# [WHAT IS NEEDED]
Looking at the entries below, state how many lines contain the word "from". Give the number alone.

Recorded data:
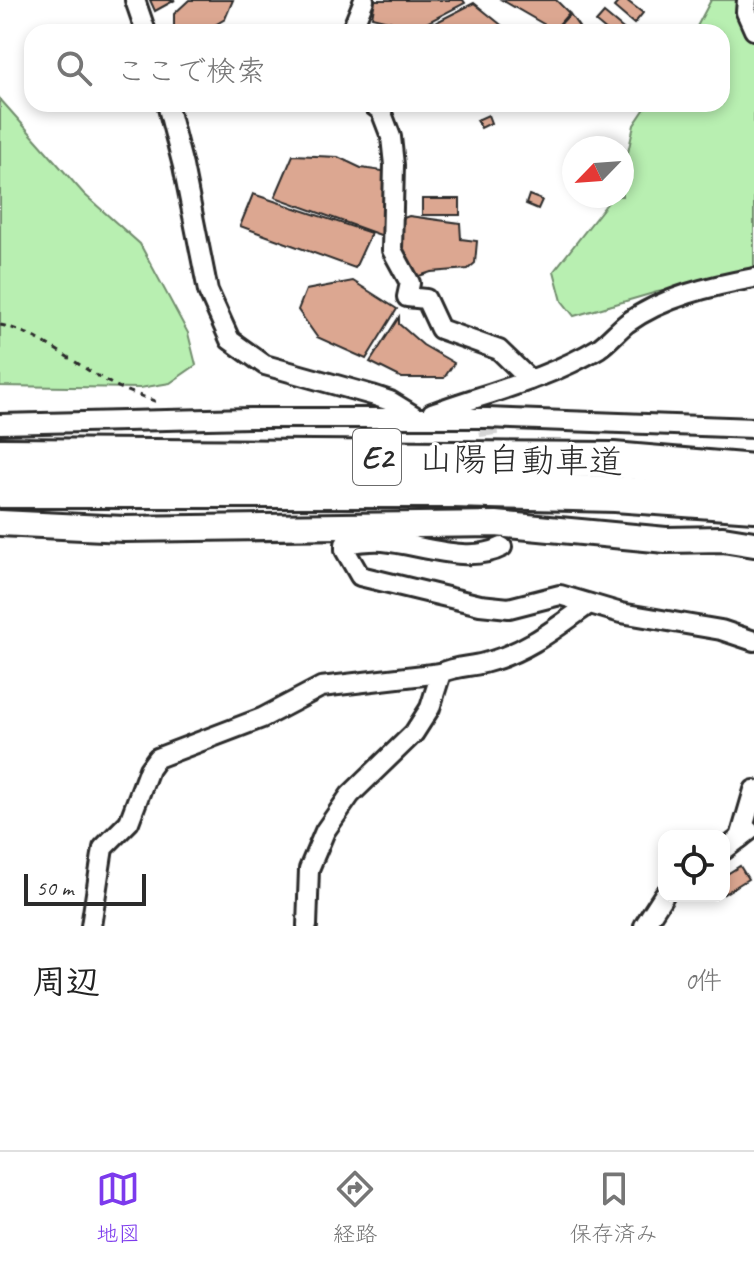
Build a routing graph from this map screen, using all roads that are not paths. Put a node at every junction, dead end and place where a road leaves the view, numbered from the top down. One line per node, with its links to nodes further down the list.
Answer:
1 (135, 0): 4 (street)
2 (364, 0): 5 (street)
3 (747, 0): 6 (street)
4 (143, 24)
5 (354, 24)
6 (754, 30)
7 (169, 112): 11 (street)
8 (381, 112): 10 (street)
9 (754, 278): 10 (street)
10 (530, 380): 11 (street)
11 (418, 418): 12 (street); 13 (street)
12 (0, 424)
13 (754, 428)
14 (0, 456): 15 (highway, 山陽自動車道 / E2)
15 (754, 472)
16 (0, 490): 17 (highway, 山陽自動車道 / E2)
17 (754, 504)
18 (0, 523): 19 (street)
19 (754, 544)
20 (502, 547): 21 (street)
21 (589, 604): 22 (street); 23 (street)
22 (754, 641)
23 (441, 673): 28 (street); 29 (street)
24 (754, 790): 25 (street)
25 (747, 832): 26 (street)
26 (730, 845)
27 (659, 902): 30 (street)
28 (91, 926)
29 (307, 926)
30 (644, 926)

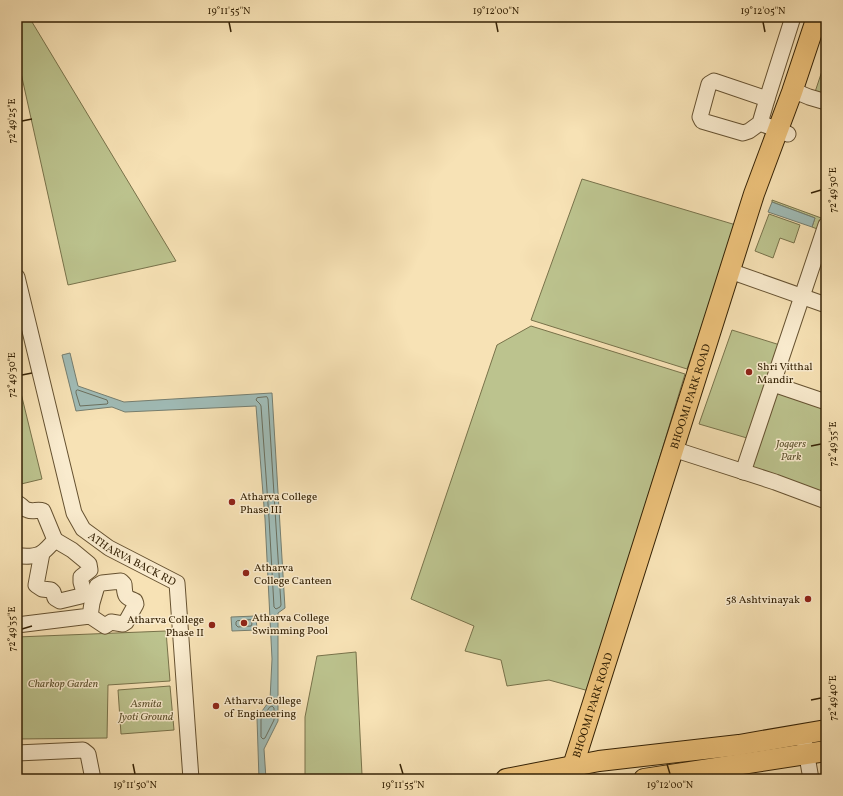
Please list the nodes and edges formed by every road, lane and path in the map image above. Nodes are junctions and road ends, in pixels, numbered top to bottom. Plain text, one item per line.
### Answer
1 (793, 17) edge
2 (817, 17) edge
3 (826, 23) edge
4 (797, 92) junction
5 (767, 99) junction
6 (826, 102) edge
7 (775, 129) junction
8 (826, 225) edge
9 (735, 272) junction
10 (17, 277) edge
11 (802, 297) junction
12 (826, 305) edge
13 (773, 384) junction
14 (826, 402) edge
15 (679, 451) junction
16 (743, 472) junction
17 (826, 501) edge
18 (17, 504) edge
19 (55, 540) junction
20 (42, 553) junction
21 (17, 556) edge
22 (76, 597) junction
23 (17, 625) edge
24 (826, 730) edge
25 (803, 734) junction
26 (817, 752) edge
27 (17, 753) edge
28 (581, 772) edge
29 (93, 779) edge
30 (191, 779) edge
31 (506, 779) edge
32 (644, 779) edge
33 (811, 779) edge

1 - 5 street
2 - 4 main road, BHOOMI PARK ROAD
3 - 4 main road, BHOOMI PARK ROAD
4 - 6 street
4 - 7 main road, BHOOMI PARK ROAD
5 - 7 street
5 - 7 street
7 - 9 main road, BHOOMI PARK ROAD
8 - 11 street
9 - 11 street
9 - 15 main road, BHOOMI PARK ROAD
10 - 30 street, ATHARVA BACK RD
11 - 12 street
11 - 13 street
13 - 14 street
13 - 16 street
15 - 16 street
15 - 28 main road, BHOOMI PARK ROAD
16 - 17 street
18 - 19 street
19 - 20 street
19 - 22 street
20 - 21 street
20 - 22 street
22 - 23 street
24 - 25 main road
25 - 26 street
25 - 28 main road
26 - 32 main road
26 - 33 street
27 - 29 street
28 - 31 main road

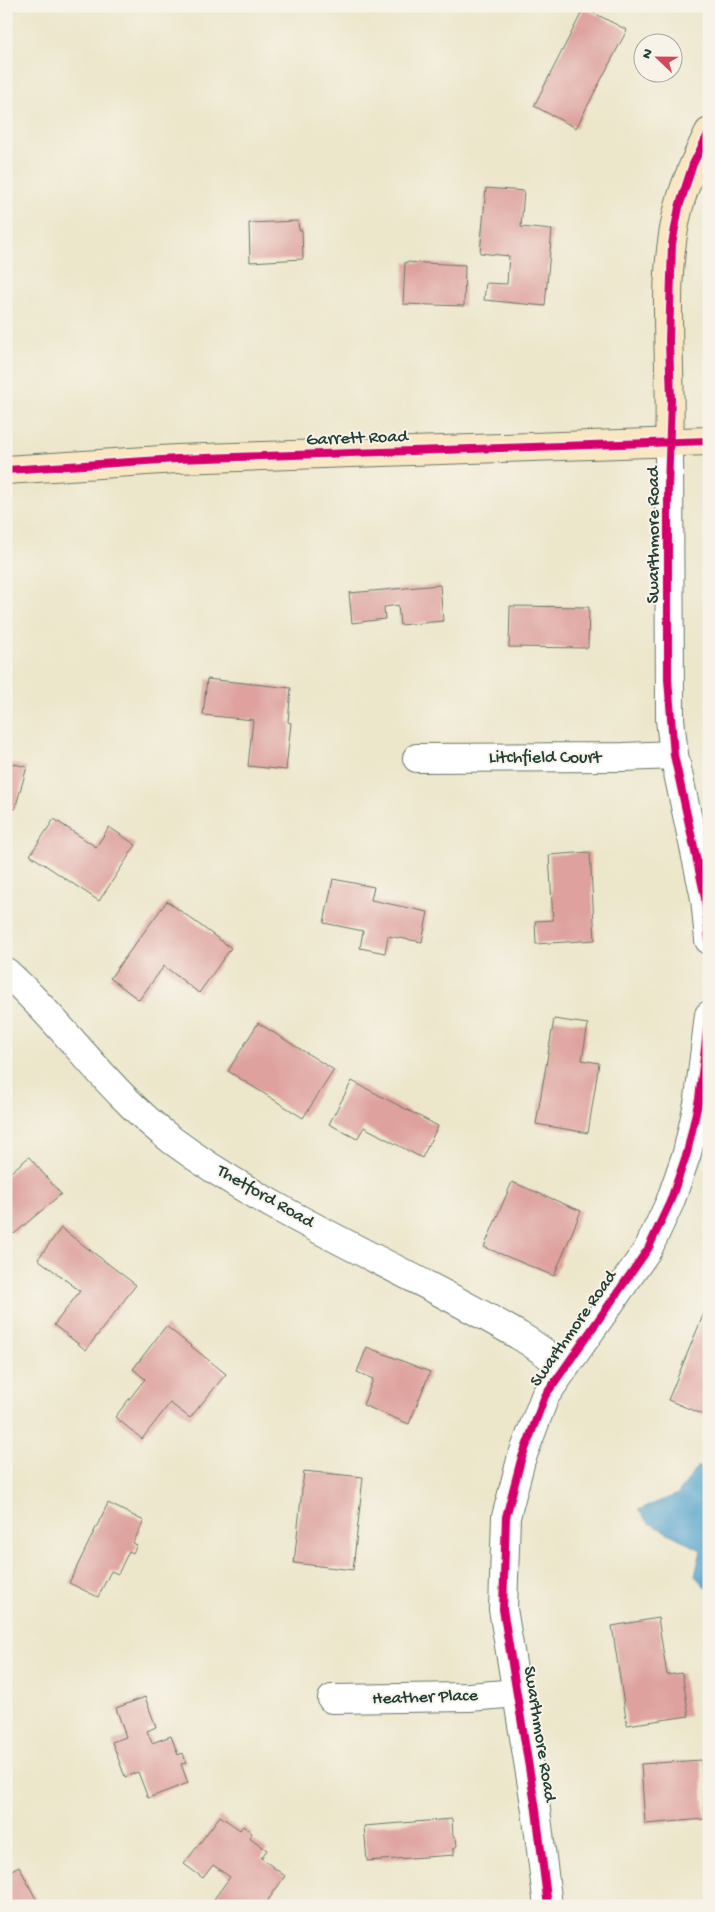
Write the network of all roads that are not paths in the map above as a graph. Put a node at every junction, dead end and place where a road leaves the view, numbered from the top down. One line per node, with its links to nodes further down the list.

# [EXERCISE RESPONSE]
2